## 1. Introduction

[2] Space weather research is of growing importance to the scientific community and can affect human activities. Interplanetary coronal mass ejections (ICMEs, including their shocks) and vast structures of plasma and magnetic fields that are expelled from the Sun outward through the heliosphere are now known to be a key causal link between solar eruptions and major interplanetary and geomagnetic disturbances [*Dryer*, 1994]. In order to realistically reflect the properties of three-dimensional CME propagation, the numerical research of three-dimensional background solar wind has become one of key problems that have to be solved for modeling space weather events.

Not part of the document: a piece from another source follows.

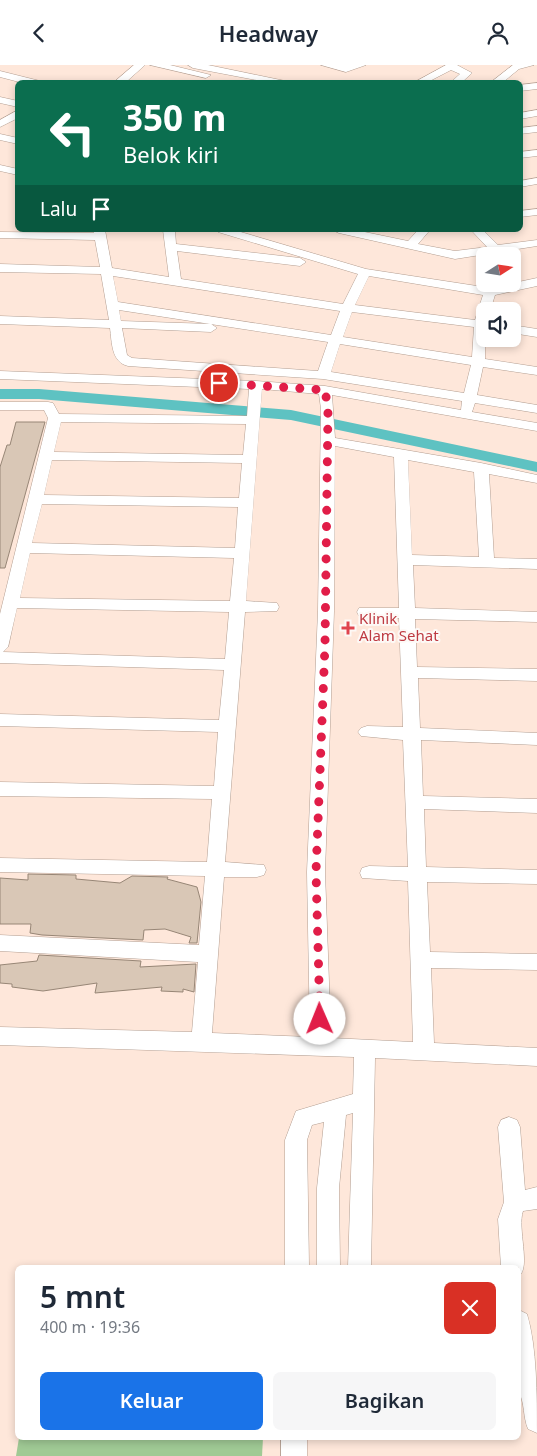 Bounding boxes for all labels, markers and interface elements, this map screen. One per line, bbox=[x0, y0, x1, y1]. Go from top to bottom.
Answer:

[3] CMEs and their interplanetary consequences (ICMEs) represent different aspects of the same phenomenon responsible for large geomagnetic storms [*Gosling*, 1990]. Because of the great complexity, each aspect has typically been investigated separately. This approach is useful for revealing the basic underlying physics; however, a complete picture requires a comprehensive model of all of the processes considered together. Successful merging of two-dimensional and three-dimensional magnetohydrodynamic (MHD) coronal and heliospheric models has been reviewed and performed by *Dryer* [1974, 1975, 1982, 1994], *Dryer* [1998], *Usmanov and Dryer* [1995], *Wu et al.* [1997, 1999], *Odstrcil et al.* [2002a, 2004a], and *Manchester et al.* [2005]. The coronal simulation conducted by *Odstrcil et al.* [2002a] started from an initial potential magnetic field and spherically symmetric Parker solar wind. The plasma density and the temperature at the boundary were given as constants, and the radial velocity was determined at each time step by solving the gas characteristic equations. In the work by *Odstrcil et al.* [2002b], the coronal model, whose domain extends from the photosphere up to 30 Rs, was based on the three-dimensional resistive MHD equations that were solved by a semi-implicit finite difference scheme using staggered values, while the heliospheric model, whose domain extends from 30 to 275 Rs, was based on the three-dimensional ideal MHD equations that were solved by an explicit finite difference Total Variation Diminishing/Lax-Friedrichs (TVD/LF) scheme using cell-centered values. The output from the coronal model consisted of a temporal sequence of MHD flow parameters, which were used as a boundary condition for the heliospheric model. An alternative procedure that included a three-dimensional kinematic approach for shock arrival prediction procedures was described by *Fry et al.* [2001, 2003].

[4] *Usmanov et al.* [2000] also used a global axisymmetric MHD solar wind model with WKB Alfvén waves, which were simulated by combining a time relaxation numerical technique in the two-dimensional solar corona region (1–22 Rs) with a marching-along-radius method in the outer region (22 Rs-10 AU). In the coronal region, they assumed the initial state of the magnetic field as a dipole, and the hydrodynamic variables were given by a Parker-type solution of the one-dimensional HD equations [*Parker*, 1963]. Once a steady state solution in the inner region was obtained, a slice of the solution at the interface between the two regions interface (22 Rs) was used as the inner boundary condition to start integration throughout the outer region [*Usmanov*, 1993; *Usmanov and Dryer*, 1995; *Usmanov et al.*, 2000]. Their global steady state axisymmetric MHD model successfully reproduced quantitatively the observations made by Ulysses during its first fast latitude traversal in 1994–1995 [*Usmanov and Dryer*, 1995; *Usmanov et al.*, 2000].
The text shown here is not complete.